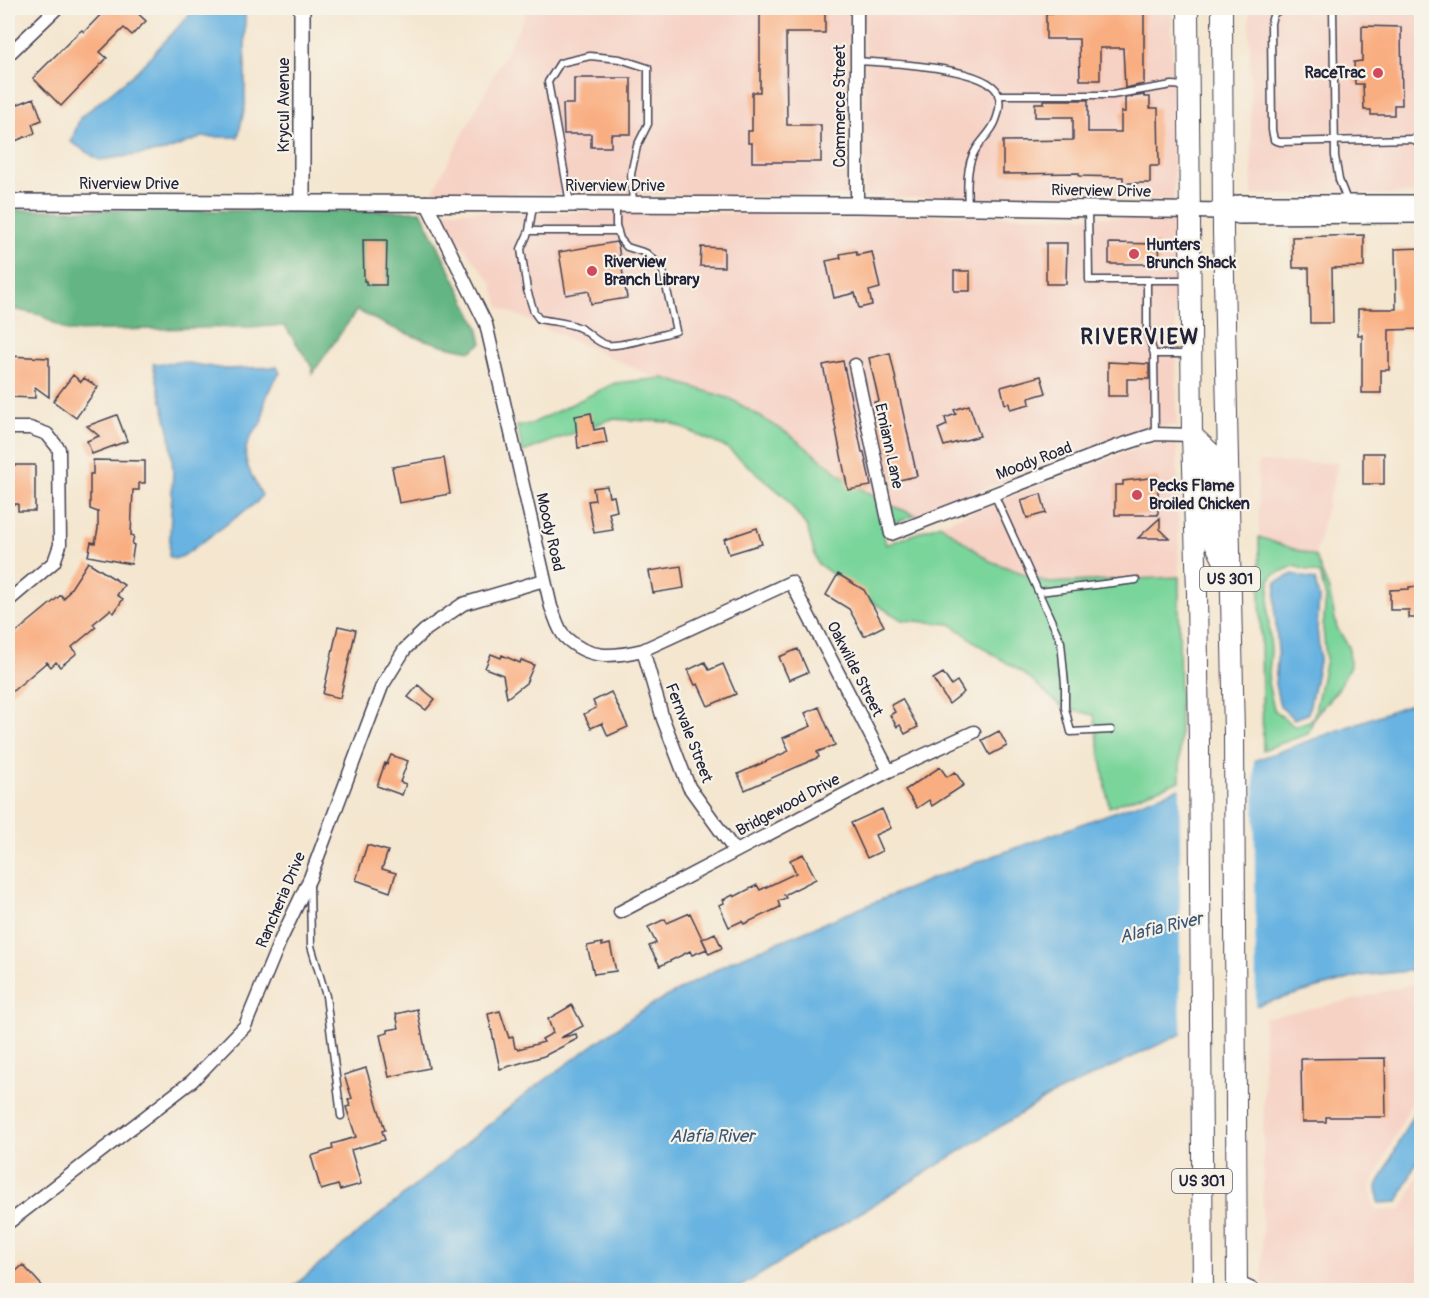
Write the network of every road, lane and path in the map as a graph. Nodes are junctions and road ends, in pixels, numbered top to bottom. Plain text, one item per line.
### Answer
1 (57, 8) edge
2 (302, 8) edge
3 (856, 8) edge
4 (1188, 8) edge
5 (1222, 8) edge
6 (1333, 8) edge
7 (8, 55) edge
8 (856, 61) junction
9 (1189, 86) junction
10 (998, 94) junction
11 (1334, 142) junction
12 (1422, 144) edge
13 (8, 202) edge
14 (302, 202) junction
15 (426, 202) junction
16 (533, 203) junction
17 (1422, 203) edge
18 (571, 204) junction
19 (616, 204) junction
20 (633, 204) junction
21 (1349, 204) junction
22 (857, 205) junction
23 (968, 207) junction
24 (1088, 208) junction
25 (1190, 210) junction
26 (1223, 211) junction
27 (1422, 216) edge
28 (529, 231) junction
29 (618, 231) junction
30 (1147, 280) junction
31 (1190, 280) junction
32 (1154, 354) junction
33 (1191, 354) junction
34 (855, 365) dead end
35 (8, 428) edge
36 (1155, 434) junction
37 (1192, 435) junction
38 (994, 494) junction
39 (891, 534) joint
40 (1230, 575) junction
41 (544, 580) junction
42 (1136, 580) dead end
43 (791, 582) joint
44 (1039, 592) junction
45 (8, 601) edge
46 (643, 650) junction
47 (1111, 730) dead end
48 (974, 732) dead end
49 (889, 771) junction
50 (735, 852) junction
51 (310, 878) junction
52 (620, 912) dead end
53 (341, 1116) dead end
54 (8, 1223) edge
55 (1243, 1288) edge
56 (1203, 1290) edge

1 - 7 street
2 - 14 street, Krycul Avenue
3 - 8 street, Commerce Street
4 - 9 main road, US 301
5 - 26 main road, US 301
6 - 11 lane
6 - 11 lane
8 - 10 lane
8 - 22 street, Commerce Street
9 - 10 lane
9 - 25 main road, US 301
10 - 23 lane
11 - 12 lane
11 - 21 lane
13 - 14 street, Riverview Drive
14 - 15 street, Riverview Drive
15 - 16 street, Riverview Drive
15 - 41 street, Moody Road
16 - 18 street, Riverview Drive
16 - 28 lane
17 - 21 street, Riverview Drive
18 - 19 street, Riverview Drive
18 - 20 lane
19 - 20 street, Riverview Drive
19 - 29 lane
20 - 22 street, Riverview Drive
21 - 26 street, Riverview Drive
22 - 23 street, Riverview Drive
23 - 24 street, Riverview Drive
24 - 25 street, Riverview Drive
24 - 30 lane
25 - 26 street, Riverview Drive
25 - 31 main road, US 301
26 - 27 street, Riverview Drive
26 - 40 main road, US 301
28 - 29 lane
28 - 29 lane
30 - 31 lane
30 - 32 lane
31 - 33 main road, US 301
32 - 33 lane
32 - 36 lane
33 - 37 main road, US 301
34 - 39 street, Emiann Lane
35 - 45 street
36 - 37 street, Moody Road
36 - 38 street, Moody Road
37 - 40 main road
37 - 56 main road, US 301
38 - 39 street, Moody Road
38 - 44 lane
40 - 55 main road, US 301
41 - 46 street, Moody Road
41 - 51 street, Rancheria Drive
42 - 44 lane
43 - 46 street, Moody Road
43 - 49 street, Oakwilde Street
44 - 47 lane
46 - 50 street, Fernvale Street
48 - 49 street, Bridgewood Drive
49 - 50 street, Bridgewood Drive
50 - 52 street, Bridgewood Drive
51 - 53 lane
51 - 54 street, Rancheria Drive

☆ ☆ ☆ ☆ ☆ ☆ ☆

_Exercise details_. Could you report how many lines in the data above include the word "Commerce"? Give the number and nothing more.

_Solution for this task_. 2